TASK ITEM: The lines to copy are those in the listing below that contain the word "this".

== DATA SUPPLIED ==

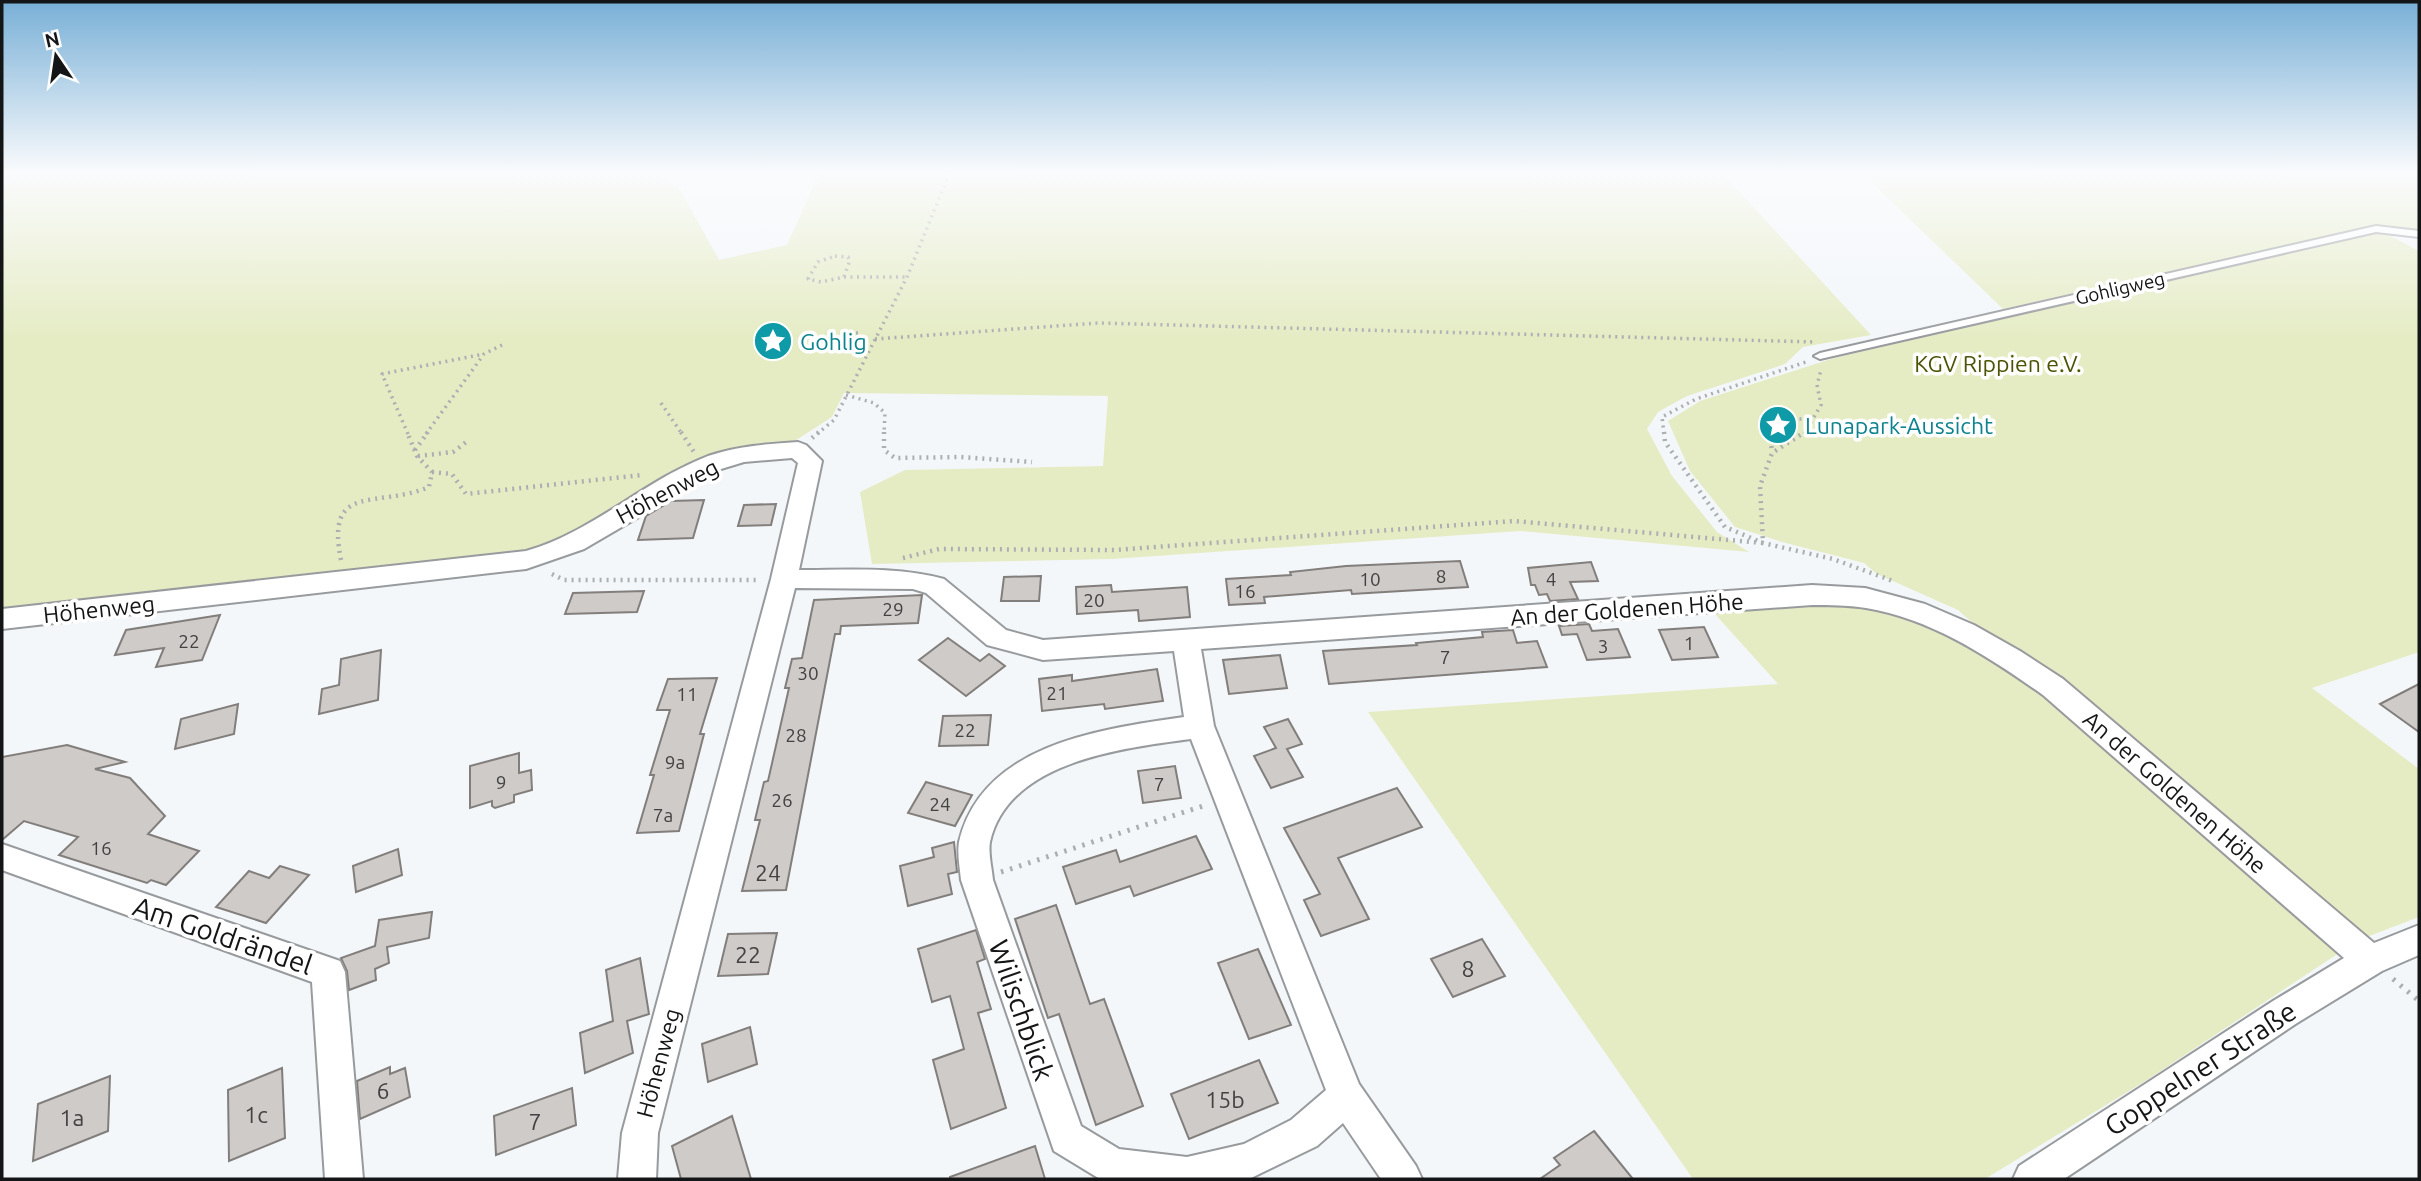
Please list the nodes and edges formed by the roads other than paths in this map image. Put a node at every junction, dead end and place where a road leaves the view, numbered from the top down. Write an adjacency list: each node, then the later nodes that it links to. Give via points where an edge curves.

===
== DATA SUPPLIED ==

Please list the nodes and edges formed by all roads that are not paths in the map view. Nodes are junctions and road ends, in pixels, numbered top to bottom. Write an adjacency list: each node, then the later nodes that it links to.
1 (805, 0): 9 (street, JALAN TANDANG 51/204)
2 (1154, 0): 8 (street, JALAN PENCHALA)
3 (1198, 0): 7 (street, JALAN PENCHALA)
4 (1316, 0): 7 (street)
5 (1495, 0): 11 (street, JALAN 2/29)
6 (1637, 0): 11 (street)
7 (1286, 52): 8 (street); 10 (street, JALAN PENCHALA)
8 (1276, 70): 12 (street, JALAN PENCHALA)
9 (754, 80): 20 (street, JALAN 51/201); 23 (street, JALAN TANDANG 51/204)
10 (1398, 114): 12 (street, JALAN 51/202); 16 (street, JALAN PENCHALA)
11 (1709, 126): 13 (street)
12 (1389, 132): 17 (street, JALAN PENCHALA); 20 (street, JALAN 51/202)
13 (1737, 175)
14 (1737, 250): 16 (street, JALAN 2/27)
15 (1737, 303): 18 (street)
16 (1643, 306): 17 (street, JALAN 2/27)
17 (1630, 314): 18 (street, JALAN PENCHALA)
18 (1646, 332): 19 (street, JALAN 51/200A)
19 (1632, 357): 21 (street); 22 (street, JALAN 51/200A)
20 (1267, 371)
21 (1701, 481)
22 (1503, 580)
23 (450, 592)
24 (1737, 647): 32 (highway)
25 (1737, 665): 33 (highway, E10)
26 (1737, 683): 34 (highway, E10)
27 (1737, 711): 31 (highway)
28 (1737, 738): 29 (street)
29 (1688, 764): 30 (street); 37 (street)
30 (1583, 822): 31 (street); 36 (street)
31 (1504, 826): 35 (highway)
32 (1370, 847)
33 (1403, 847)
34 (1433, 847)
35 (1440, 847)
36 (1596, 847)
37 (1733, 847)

===
== DATA SUPPLIED ==

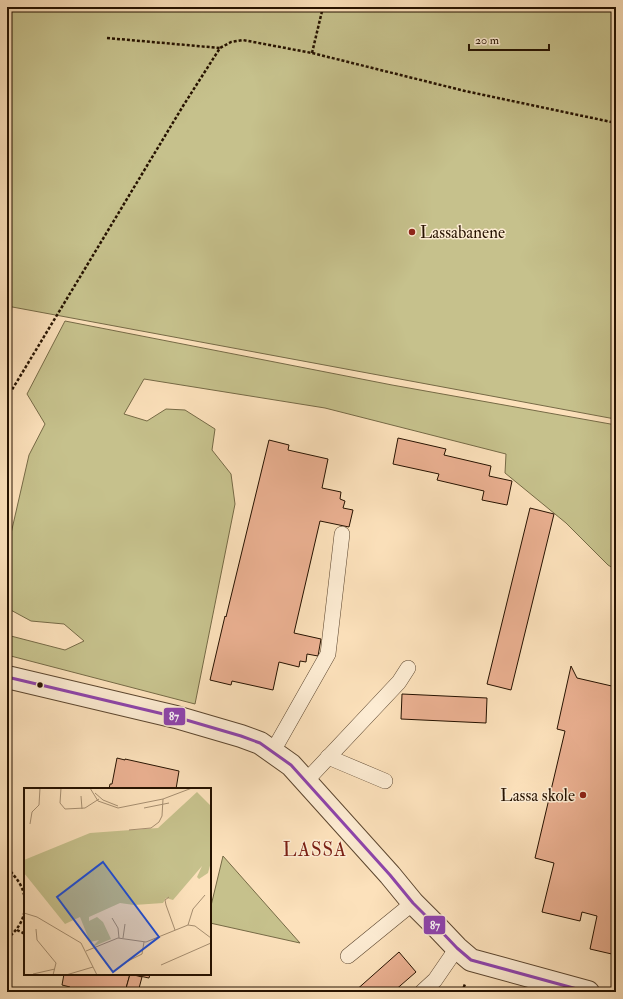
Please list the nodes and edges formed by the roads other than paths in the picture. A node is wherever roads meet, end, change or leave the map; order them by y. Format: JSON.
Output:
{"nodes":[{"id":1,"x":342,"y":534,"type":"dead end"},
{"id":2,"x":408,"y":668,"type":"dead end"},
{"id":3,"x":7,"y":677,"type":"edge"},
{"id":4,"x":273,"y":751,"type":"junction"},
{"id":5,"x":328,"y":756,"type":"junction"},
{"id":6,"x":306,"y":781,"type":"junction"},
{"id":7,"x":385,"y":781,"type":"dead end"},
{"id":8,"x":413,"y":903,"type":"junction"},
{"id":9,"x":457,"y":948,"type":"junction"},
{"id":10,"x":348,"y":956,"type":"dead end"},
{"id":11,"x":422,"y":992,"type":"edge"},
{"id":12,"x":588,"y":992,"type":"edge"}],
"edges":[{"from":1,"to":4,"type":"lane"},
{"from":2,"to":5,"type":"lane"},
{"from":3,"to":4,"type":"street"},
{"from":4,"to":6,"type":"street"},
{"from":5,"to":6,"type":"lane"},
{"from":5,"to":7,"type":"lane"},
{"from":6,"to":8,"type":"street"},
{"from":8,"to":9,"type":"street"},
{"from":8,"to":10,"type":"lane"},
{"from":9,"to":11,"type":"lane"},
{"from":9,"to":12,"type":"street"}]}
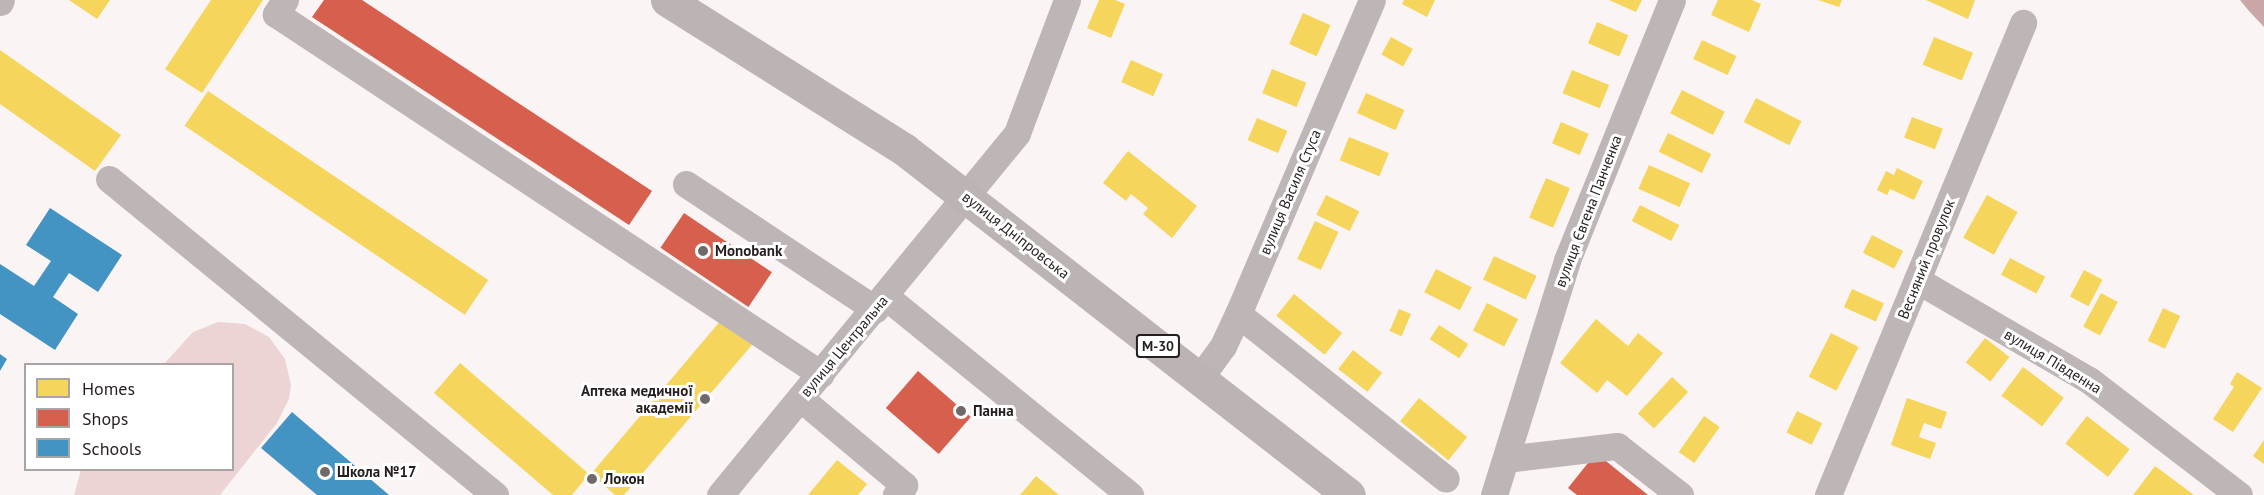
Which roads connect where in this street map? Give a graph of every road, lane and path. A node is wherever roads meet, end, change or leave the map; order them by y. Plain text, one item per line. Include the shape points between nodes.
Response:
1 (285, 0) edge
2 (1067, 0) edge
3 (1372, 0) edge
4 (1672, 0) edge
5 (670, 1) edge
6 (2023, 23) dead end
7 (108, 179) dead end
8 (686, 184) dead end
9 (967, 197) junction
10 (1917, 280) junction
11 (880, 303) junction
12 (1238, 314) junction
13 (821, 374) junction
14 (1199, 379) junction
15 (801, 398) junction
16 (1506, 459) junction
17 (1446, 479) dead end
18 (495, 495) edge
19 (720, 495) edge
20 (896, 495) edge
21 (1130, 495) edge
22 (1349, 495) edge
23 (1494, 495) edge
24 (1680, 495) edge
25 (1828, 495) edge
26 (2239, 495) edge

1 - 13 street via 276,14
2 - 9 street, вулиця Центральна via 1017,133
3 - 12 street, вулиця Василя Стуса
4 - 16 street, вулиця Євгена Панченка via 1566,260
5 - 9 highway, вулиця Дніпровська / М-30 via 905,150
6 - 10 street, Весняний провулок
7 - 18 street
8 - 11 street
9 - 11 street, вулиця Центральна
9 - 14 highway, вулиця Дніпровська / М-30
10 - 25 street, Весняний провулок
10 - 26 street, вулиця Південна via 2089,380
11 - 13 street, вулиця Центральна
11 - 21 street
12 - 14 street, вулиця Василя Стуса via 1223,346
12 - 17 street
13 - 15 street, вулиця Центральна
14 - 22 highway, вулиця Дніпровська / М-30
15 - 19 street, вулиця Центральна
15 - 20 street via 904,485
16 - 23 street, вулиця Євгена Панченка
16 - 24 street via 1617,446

===

EXPECTED OUTPUT:
Please list the nodes and edges formed by the roads other than paths in this map image. Put a node at every junction, dead end and place where a road leaves the view, numbered from the top down. Write an adjacency list: each node, then the later nodes that it links to. Give via points where an edge curves.
Which roads connect where in this street map? Give a graph of every road, lane and path. A node is wherever roads meet, end, change or leave the map; order them by y. Plain text, one item per line. Include the shape points between nodes.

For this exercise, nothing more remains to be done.